Calibration of the IQVIA Core Diabetes Model to the stroke outcomes from the SUSTAIN 6 cardiovascular outcomes trial of once-weekly semaglutide

Sasha Berry  1 Barrie Chubb  2 Annabel Acs  2 Edel Falla  3 Akanksha Verma  3 Samuel J P Malkin  4 Barnaby Hunt  4 Andrew J Palmer  5
Affiliations
Free article

Calibration of the IQVIA Core Diabetes Model to the stroke outcomes from the SUSTAIN 6 cardiovascular outcomes trial of once-weekly semaglutide

Sasha Berry et al. J Med Econ. 2023 Jan-Dec.
Free article

Abstract

Aims: In the SUSTAIN 6 cardiovascular outcomes trial, once-weekly semaglutide was associated with a statistically significant reduction in major adverse cardiovascular events compared with placebo. To date, no studies have assessed how accurately existing diabetes models predict the outcomes observed in SUSTAIN 6. The aims of this analysis were to investigate the performance of the IQVIA Core Diabetes Model when used to predict the SUSTAIN 6 trial outcomes, to calibrate the model such that projected outcomes reflected observed outcomes, and to examine the impact of calibration on the cost-effectiveness of once-weekly semaglutide from a UK healthcare payer perspective.

Methods: The IQVIA Core Diabetes Model was calibrated to ensure that the projected non-fatal stroke event rates reflected the non-fatal stroke event rates observed in SUSTAIN 6 over a two-year time horizon. Cost-effectiveness analyses of once-weekly semaglutide versus placebo plus standard of care were conducted over a lifetime horizon using the uncalibrated and calibrated models to assess the impact on cost-effectiveness outcomes.
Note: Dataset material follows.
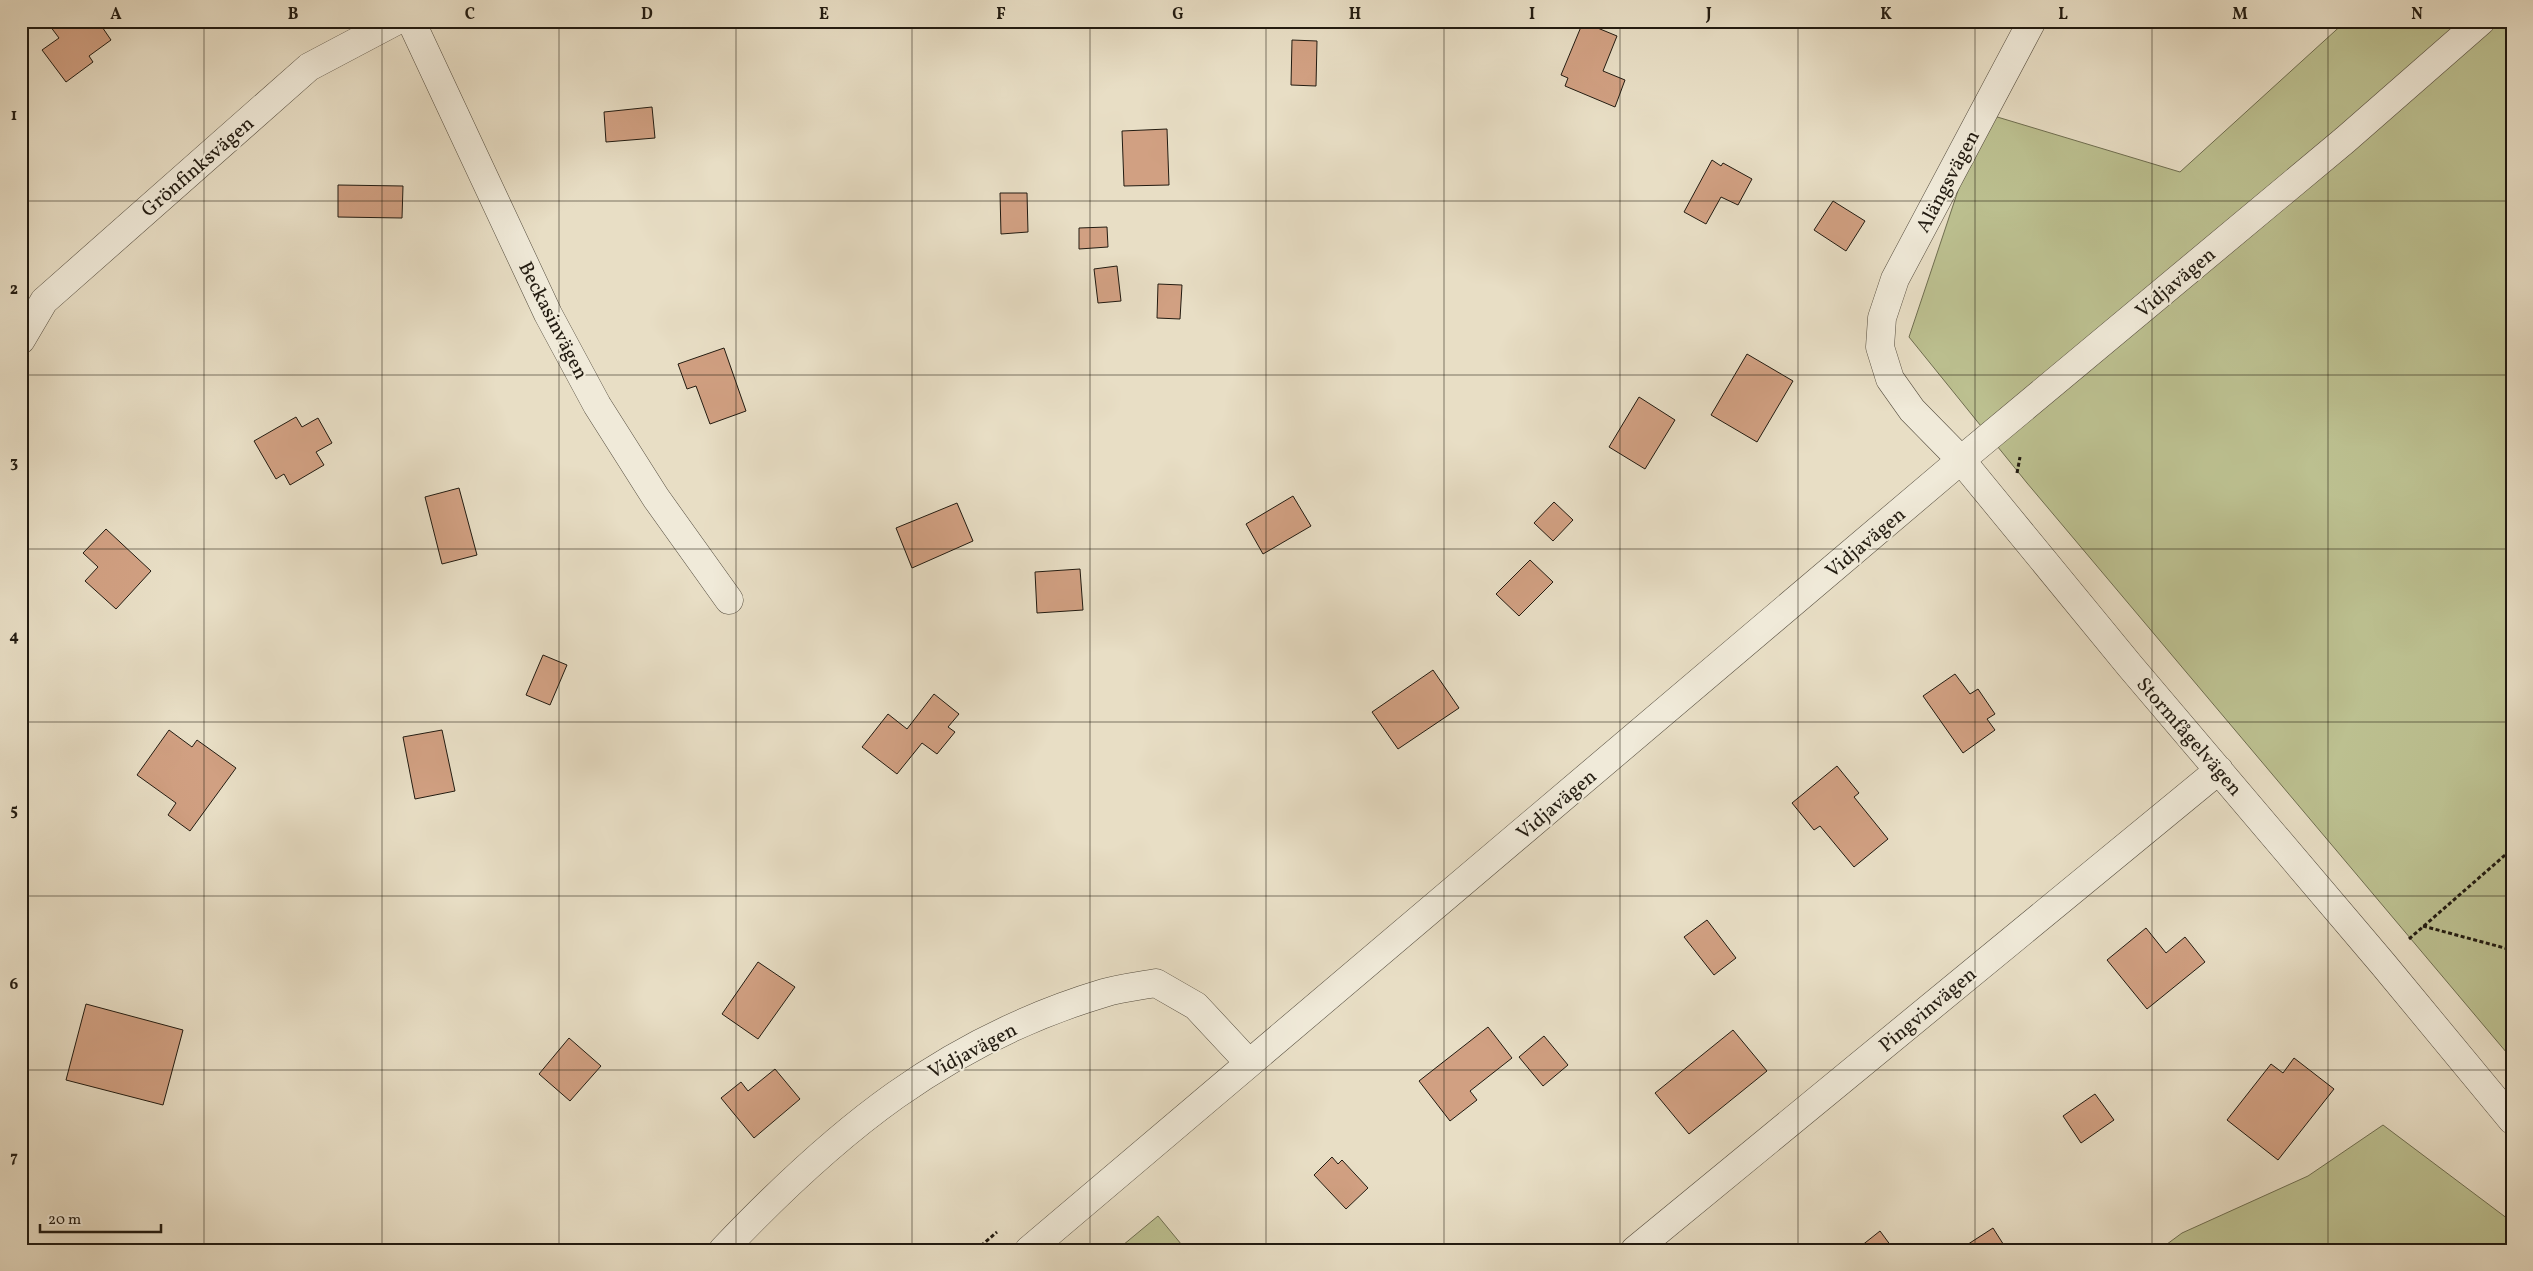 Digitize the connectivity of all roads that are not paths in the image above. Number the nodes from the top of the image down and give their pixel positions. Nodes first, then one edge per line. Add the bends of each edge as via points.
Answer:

Results: To replicate the non-fatal stroke event rate in SUSTAIN 6, calibration of the model through the application of relative risks for stroke of 1.07 and 1.65 with once-weekly semaglutide and placebo, respectively, was required. In the long-term cost-effectiveness analysis, the uncalibrated model projected an incremental cost-effectiveness ratio for once-weekly semaglutide versus placebo plus standard of care of GBP 22,262 per quality-adjusted life year (QALY) gained, which fell to GBP 17,594 per QALY gained when the calibrated model was used.

Conclusions: The requirement for calibration to replicate the outcomes observed in SUSTAIN 6 suggests that the reductions in risk of cardiovascular complications observed with once-weekly semaglutide cannot be solely explained by differences in conventional risk factors. Accurate estimation of the risk of diabetes-related complications using methods such as calibration is important to ensure accurate cost-effectiveness analyses are conducted.

Keywords: A; A1; A10; A19; Cardiovascular outcomes; GLP-1 receptor agonist; cost-effectiveness; diabetes mellitus; model calibration.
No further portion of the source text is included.